= Task statement =
Start to finish, print the entries exactly, and carry none of the pictures over.

== Data in this exercise

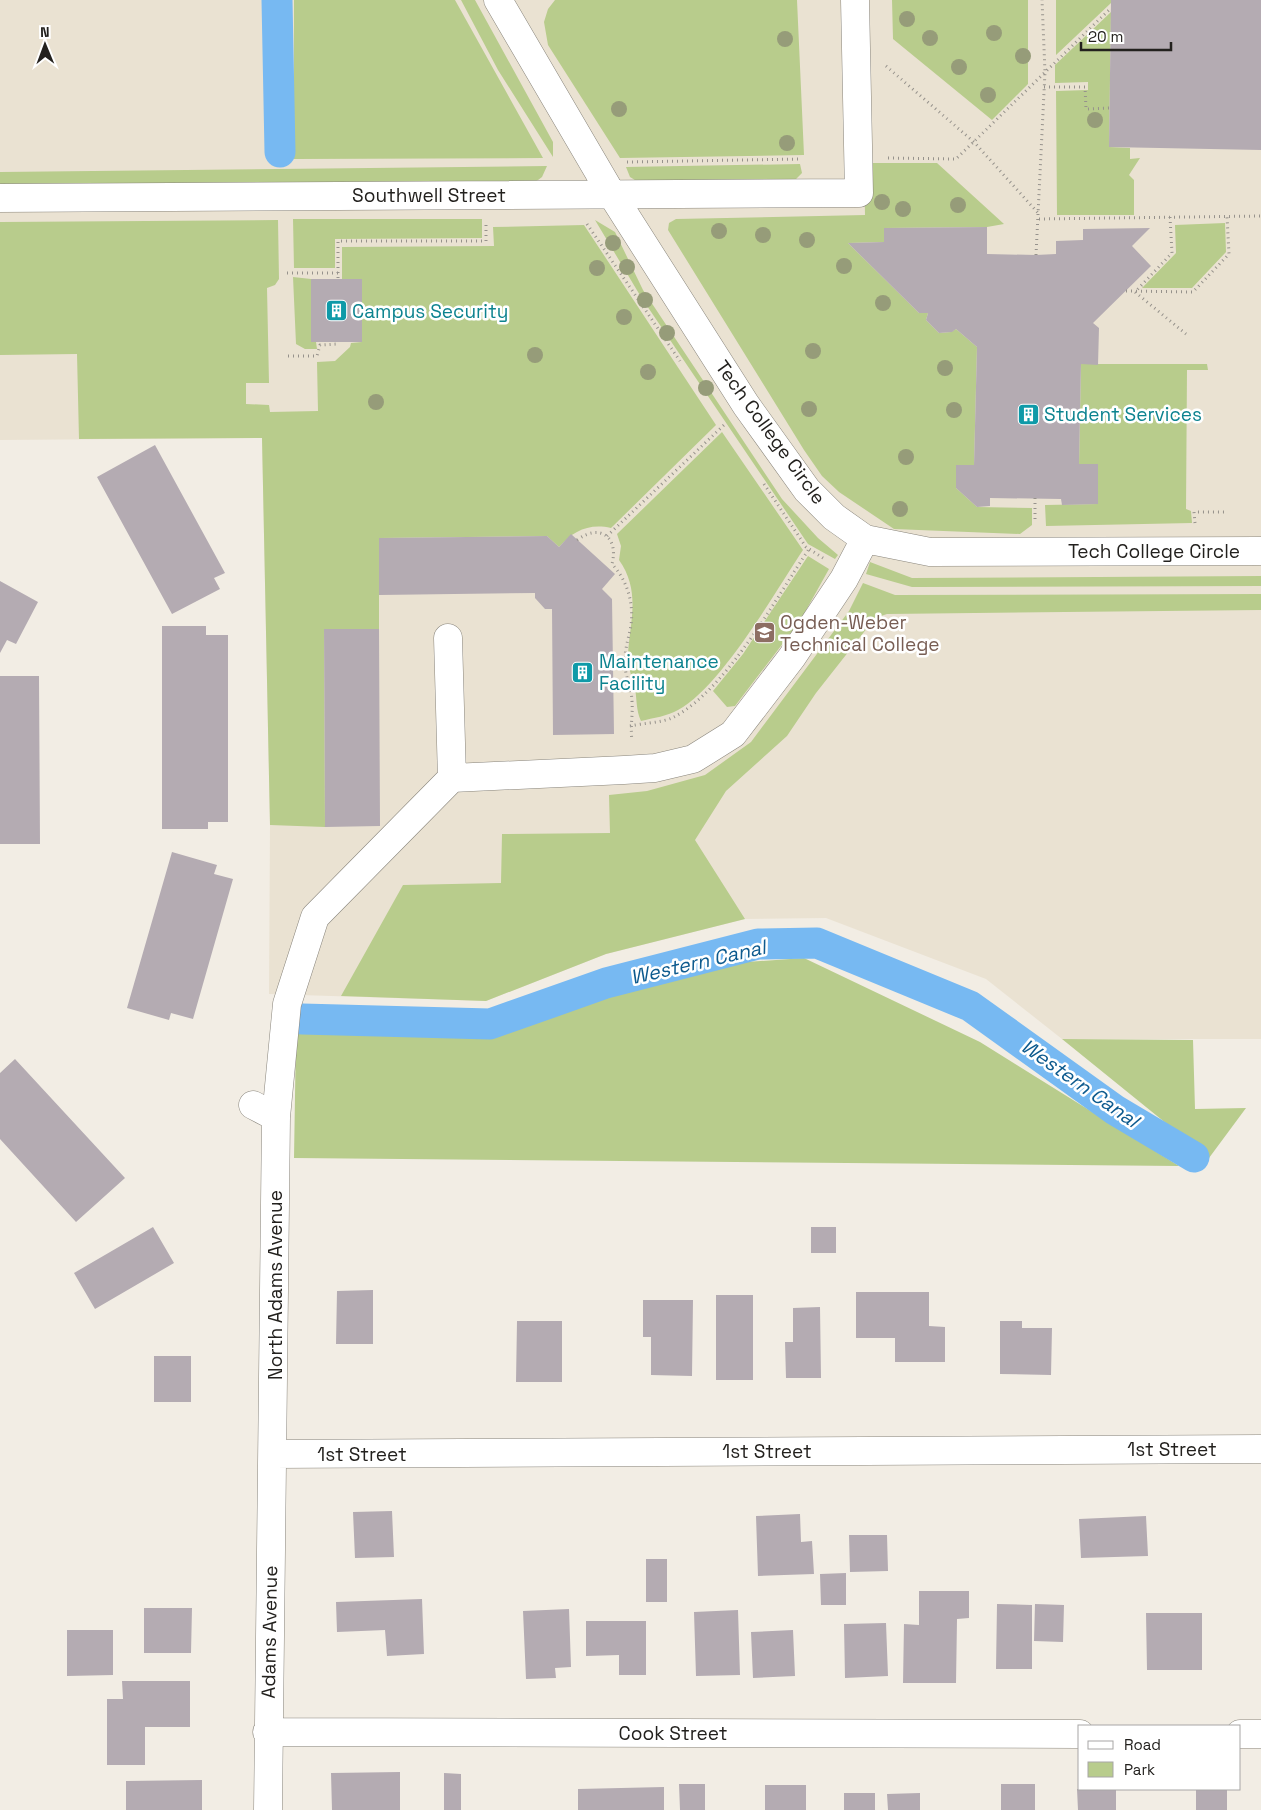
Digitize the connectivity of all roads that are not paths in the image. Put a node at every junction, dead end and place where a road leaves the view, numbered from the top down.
1 (498, 0) edge
2 (855, 0) edge
3 (611, 193) junction
4 (0, 198) edge
5 (865, 539) junction
6 (1261, 551) edge
7 (448, 638) dead end
8 (452, 778) junction
9 (1261, 1449) edge
10 (273, 1454) junction
11 (267, 1732) junction
12 (1078, 1734) edge
13 (1241, 1734) edge
14 (1261, 1734) edge
15 (268, 1810) edge

1 - 3 street, Tech College Circle
2 - 3 street, Southwell Street
3 - 4 street, Southwell Street
3 - 5 street, Tech College Circle
5 - 6 street, Tech College Circle
5 - 8 street
7 - 8 street
8 - 10 street, North Adams Avenue
9 - 10 street, 1st Street
10 - 11 street, Adams Avenue
11 - 12 street, Cook Street
11 - 15 street, Adams Avenue
13 - 14 street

====

= Output for this task =
Digitize the connectivity of all roads that are not paths in the image. Put a node at every junction, dead end and place where a road leaves the view, numbered from the top down.
1 (498, 0) edge
2 (855, 0) edge
3 (611, 193) junction
4 (0, 198) edge
5 (865, 539) junction
6 (1261, 551) edge
7 (448, 638) dead end
8 (452, 778) junction
9 (1261, 1449) edge
10 (273, 1454) junction
11 (267, 1732) junction
12 (1078, 1734) edge
13 (1241, 1734) edge
14 (1261, 1734) edge
15 (268, 1810) edge

1 - 3 street, Tech College Circle
2 - 3 street, Southwell Street
3 - 4 street, Southwell Street
3 - 5 street, Tech College Circle
5 - 6 street, Tech College Circle
5 - 8 street
7 - 8 street
8 - 10 street, North Adams Avenue
9 - 10 street, 1st Street
10 - 11 street, Adams Avenue
11 - 12 street, Cook Street
11 - 15 street, Adams Avenue
13 - 14 street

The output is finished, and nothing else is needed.